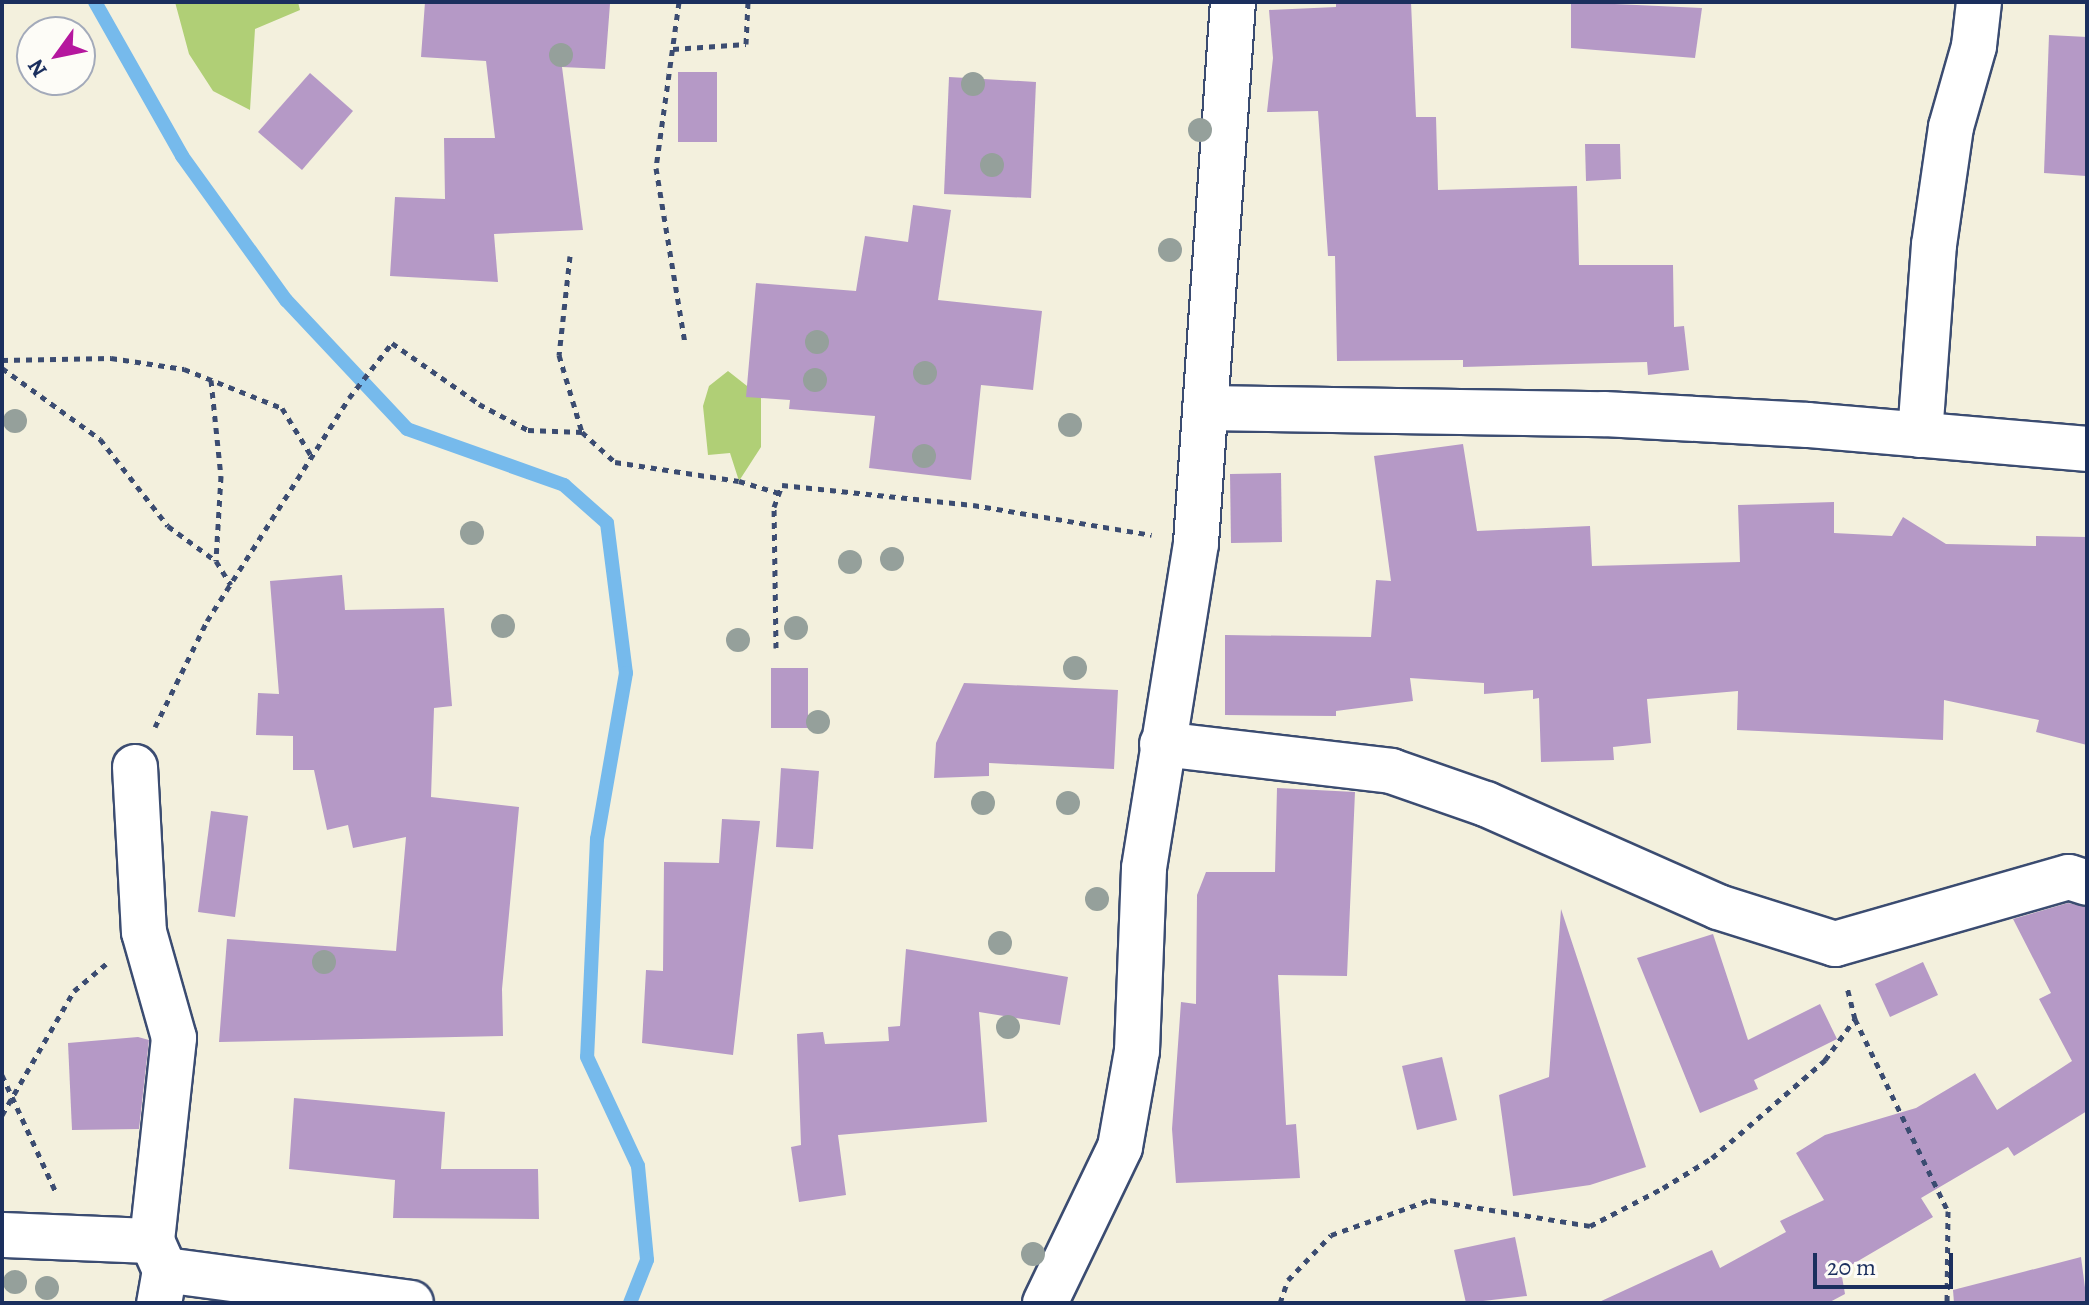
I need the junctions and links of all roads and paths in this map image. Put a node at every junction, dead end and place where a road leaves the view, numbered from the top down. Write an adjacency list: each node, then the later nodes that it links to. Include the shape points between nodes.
1 (679, 2): 5 (path)
2 (748, 2): 5 (path, via 746,44)
3 (1233, 2): 11 (street)
4 (1979, 2): 13 (street, via 1974,46 1951,127 1934,245)
5 (673, 49): 7 (path, via 656,168)
6 (570, 256): 12 (path, via 559,355)
7 (685, 343)
8 (2, 360): 10 (path, via 111,358 184,369)
9 (2, 368): 18 (path, via 100,439 168,526)
10 (211, 380): 15 (path, via 282,408); 18 (path, via 221,476)
11 (1205, 408): 13 (street, via 1604,414); 17 (street)
12 (582, 432): 15 (path, via 528,430 479,404 392,343); 16 (path, via 615,462 739,481)
13 (1920, 435): 14 (street)
14 (2087, 449)
15 (312, 457): 19 (path)
16 (779, 493): 17 (path, via 782,485 973,505); 20 (path, via 774,507)
17 (1196, 543): 21 (street)
18 (216, 561): 19 (path)
19 (231, 585): 22 (path, via 207,621)
20 (776, 648)
21 (1162, 744): 25 (street, via 1391,771 1486,804 1718,907); 34 (street, via 1144,868 1137,1051 1120,1147)
22 (135, 767): 24 (street)
23 (2087, 883): 25 (street, via 2069,877)
24 (144, 932): 28 (path, via 74,991); 32 (street, via 174,1038)
25 (1835, 944): 26 (path)
26 (1855, 1019): 35 (path, via 1825,1060 1712,1158 1590,1226 1430,1200 1331,1235 1288,1280); 36 (path, via 1948,1211)
27 (2, 1075): 28 (path)
28 (13, 1091): 29 (path); 31 (path, via 52,1185)
29 (2, 1115)
30 (2, 1235): 31 (street)
31 (95, 1241): 32 (street)
32 (159, 1271): 33 (street)
33 (411, 1303)
34 (1045, 1303)
35 (1280, 1303)
36 (1947, 1303)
::::
**EXERCISE GOAL:** For the records above, state how many lines include "street", giving no more than the number.

**WRITTEN ANSWER:** 12